Reaktionen der EU auf CDU-Antrag: Merz gegen Geas
Der im Bundestag mit Stimmen der AfD verabschiedete Fünfpunkteplan der CDU/CSU widerspricht dem EU-Asylrecht. Für Ursula von der Leyen ist das ein Problem.
Der Fünfpunkteplan der CDU/CSU im deutschen Bundestag hat auch in Brüssel hohe Wellen geschlagen. Die EU-Kommission ging in ihrem täglichen Pressebriefing zwar nicht auf das Thema ein. Dass sich Kommissionspräsidentin Ursula von der Leyen (CDU) große Sorgen um das Europarecht macht, ist aber ein offenes Geheimnis. Sie war Spitzenkandidatin der Unionsparteien für die Europawahl, muss nun aber über die Einhaltung der EU-Verträge wachen und die kurz vor der EU-Wahl im Juni 2024 beschlossene Geas-Asylreform umsetzen.

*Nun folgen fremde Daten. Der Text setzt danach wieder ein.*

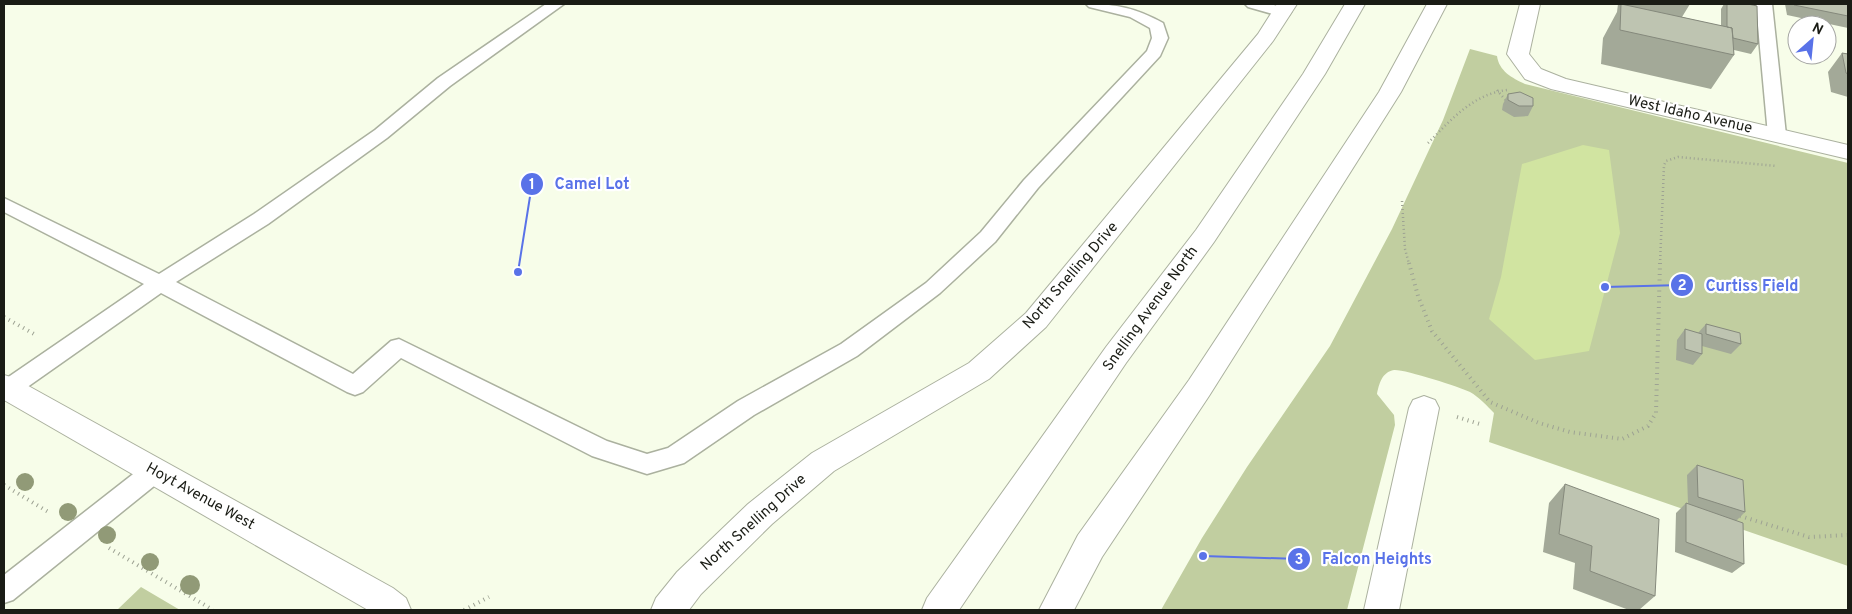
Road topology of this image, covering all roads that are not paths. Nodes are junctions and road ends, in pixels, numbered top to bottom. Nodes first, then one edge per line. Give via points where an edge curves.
1 (556, 4) edge
2 (1094, 4) edge
3 (1253, 4) edge
4 (1355, 4) edge
5 (1437, 4) edge
6 (1530, 4) edge
7 (1764, 4) edge
8 (1285, 8) edge
9 (1777, 135) junction
10 (1848, 152) edge
11 (4, 204) edge
12 (160, 283) junction
13 (6, 387) edge
14 (1424, 408) dead end
15 (154, 471) junction
16 (6, 585) edge
17 (394, 610) edge
18 (668, 610) edge
19 (939, 610) edge
20 (1056, 610) edge
21 (1381, 610) edge

1 - 12 lane via 444,82 381,134 261,219
2 - 12 lane via 1135,14 1156,26 1160,38 1154,53 1031,184 988,236 933,288 849,350 746,408 675,456 647,464 600,449 398,347 355,386
3 - 8 lane
4 - 19 street, Snelling Avenue North via 1314,74 1205,236 1116,355
5 - 20 street via 1390,92 1199,388 1090,546
6 - 9 street, West Idaho Avenue via 1518,54 1533,74 1559,84
7 - 9 lane
8 - 18 street, North Snelling Drive via 1266,37 1036,320 978,370 823,462 760,514 689,583
9 - 10 street, West Idaho Avenue
11 - 12 lane
12 - 13 lane
13 - 15 street, Hoyt Avenue West
14 - 21 street
15 - 16 lane
15 - 17 street, Hoyt Avenue West via 381,599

Im Europaparlament gerät sie deshalb unter Beschuss. „Von der Leyen macht ihren Job nicht“, kritisierte der grüne Migrationsexperte Erik Marquardt auf Anfrage der taz. „Die Schengen-Regeln werden seit Jahren nicht angewendet. Trotzdem reagiert sie nicht – dabei ist Merz’ Forderung nach ständigen Grenzkontrollen ganz klar antieuropäisch.“
Ähnlich äußerte sich Birgit Sippel von der SPD. „Es ist schon peinlich, dass zwar die ehemalige Kanzlerin Merkel widerspricht, von der EU-Kommission und Frau von der Leyen aber nichts kommt. Sie traut sich wohl nicht, eine klare Ansage zu machen.“ Dabei stelle der Fünfpunkteplan von CDU-Chef und Kanzlerkandidat Friedrich Merz auch die Geas-Reform infrage.
Ärger gab es auch bei einem informellen Treffen der EU-Innenminister in Warschau. „Wir sind gegen Kontrollen an den internen Grenzen der EU“, sagte Luxemburgs Innenminister Léon Gloden. Sollte Deutschland eine Verlängerung der bereits bestehenden Kontrollen beantragen, werde Luxemburg bei der EU-Kommission Einspruch einlegen. Der neue EU-Innenkommissar Magnus Brunner sagte gegenüber Medien, für ihn habe die Umsetzung des EU-Asylpakts (Geas) Vorrang. Darin seien schon viele Punkte enthalten, die nun diskutiert werden. Zum Merz-Plan wollte er sich ebenso wenig äußern wie seine Chefin. „Wir müssen zuerst einmal schauen, was überhaupt auf Papieren steht“, sagte er.
Für Aufregung in Brüssel sorgt auch, dass der CDU/CSU-Antrag nur mit Hilfe der Stimmen der AfD eine Mehrheit fand. Das sei noch bis vor Kurzem undenkbar gewesen, heißt es in der EU-Hauptstadt.
Allerdings gab es bereits im vergangenen September einen Präzedenzfall im Europaparlament: Die konservative EVP-Fraktion, die von dem deutschen CSU-Politiker Manfred Weber geleitet wird, stimmte gemeinsam mit Rechtspopulisten – darunter auch AfD-Politikern – für eine umstrittene Venezuela-Resolution. Dies war ein erster Bruch der „Brandmauer“. Allerdings blieb er ohne Folgen, da die Entschließung unverbindlich war.